Source material START

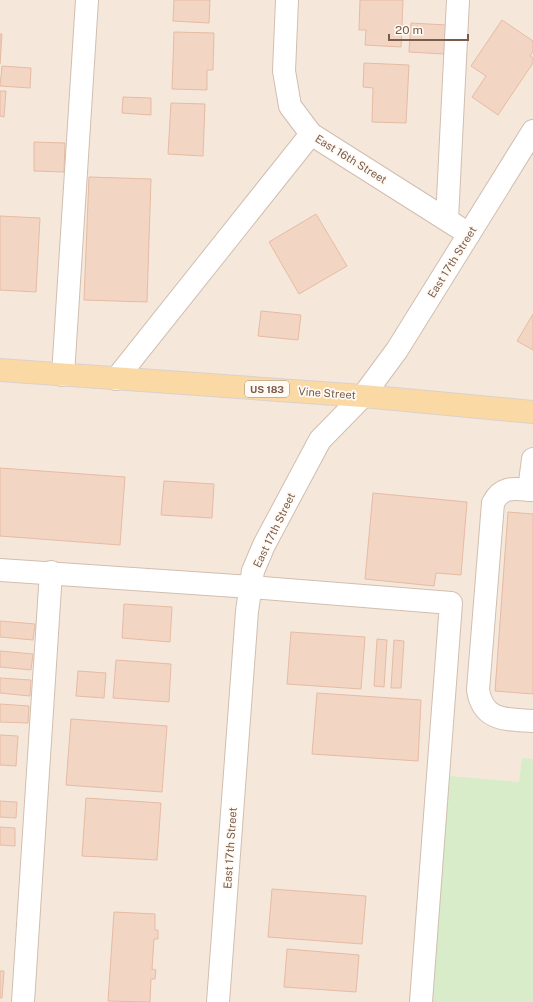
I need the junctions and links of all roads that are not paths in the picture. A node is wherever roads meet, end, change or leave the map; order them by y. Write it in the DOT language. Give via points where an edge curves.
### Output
graph roads {
  1 [pos="87,0"];
  2 [pos="287,0"];
  3 [pos="458,0"];
  4 [pos="533,131"];
  5 [pos="311,134"];
  6 [pos="447,219"];
  7 [pos="469,234"];
  8 [pos="0,370"];
  9 [pos="63,375"];
  10 [pos="116,379"];
  11 [pos="362,396"];
  12 [pos="533,412"];
  13 [pos="533,459"];
  14 [pos="531,490"];
  15 [pos="0,570"];
  16 [pos="51,572"];
  17 [pos="251,587"];
  18 [pos="533,721"];
  19 [pos="23,1002"];
  20 [pos="218,1002"];
  21 [pos="421,1002"];
  1 -- 9 [label="street"];
  2 -- 5 [label="street, East 16th Street" via="284,71 290,106"];
  3 -- 6 [label="street"];
  4 -- 7 [label="street, East 17th Street"];
  5 -- 6 [label="street, East 16th Street"];
  5 -- 10 [label="street"];
  6 -- 7 [label="street, East 16th Street"];
  7 -- 11 [label="street, East 17th Street" via="397,350"];
  8 -- 9 [label="main road, Vine Street / US 183"];
  9 -- 10 [label="main road, Vine Street / US 183"];
  10 -- 11 [label="main road, Vine Street / US 183"];
  11 -- 12 [label="main road, Vine Street / US 183"];
  11 -- 17 [label="street, East 17th Street" via="320,440 264,545 253,571"];
  13 -- 14 [label="street"];
  14 -- 18 [label="street" via="503,491 497,495 493,503 478,690 490,714"];
  15 -- 16 [label="street"];
  16 -- 17 [label="street"];
  16 -- 19 [label="street"];
  17 -- 20 [label="street, East 17th Street" via="247,612"];
  17 -- 21 [label="street" via="452,603"];
}
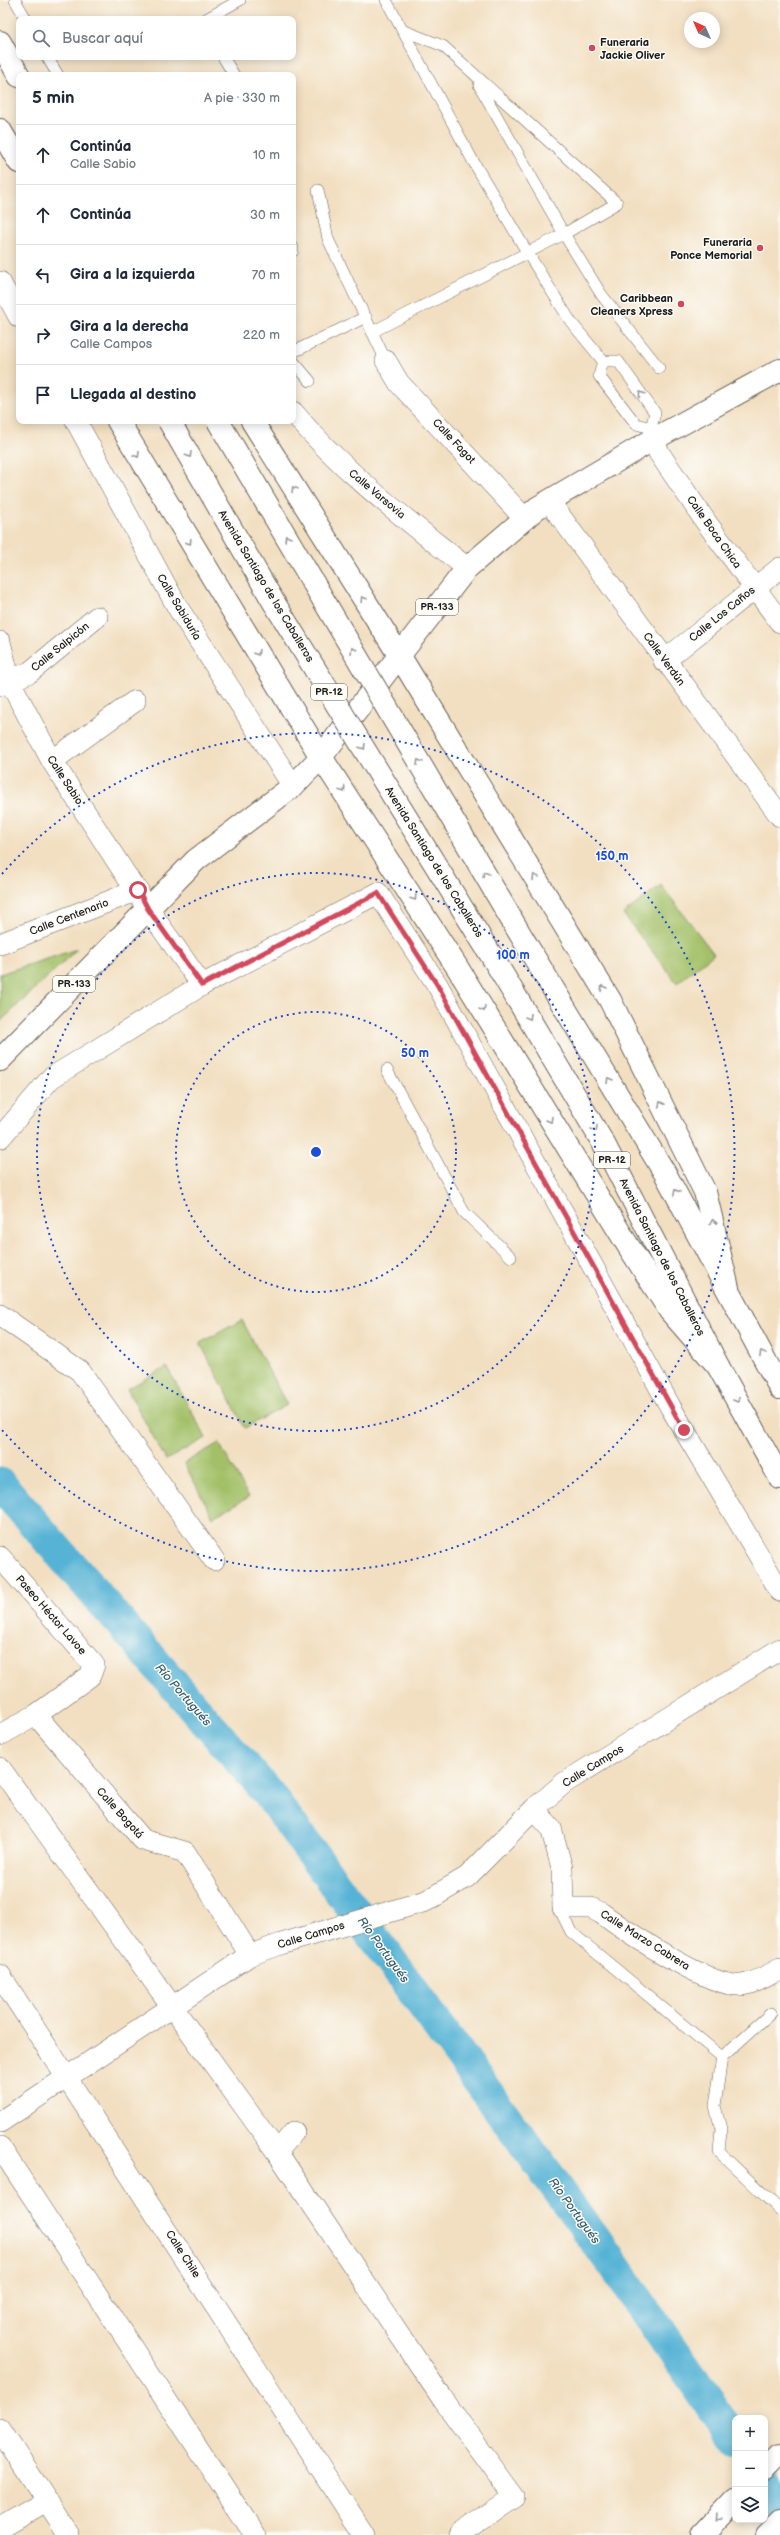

Source material END

Required action:
Go through the records above and copy each line where "main" is found.

Response to the task:
  8 -- 9 [label="main road, Vine Street / US 183"];
  9 -- 10 [label="main road, Vine Street / US 183"];
  10 -- 11 [label="main road, Vine Street / US 183"];
  11 -- 12 [label="main road, Vine Street / US 183"];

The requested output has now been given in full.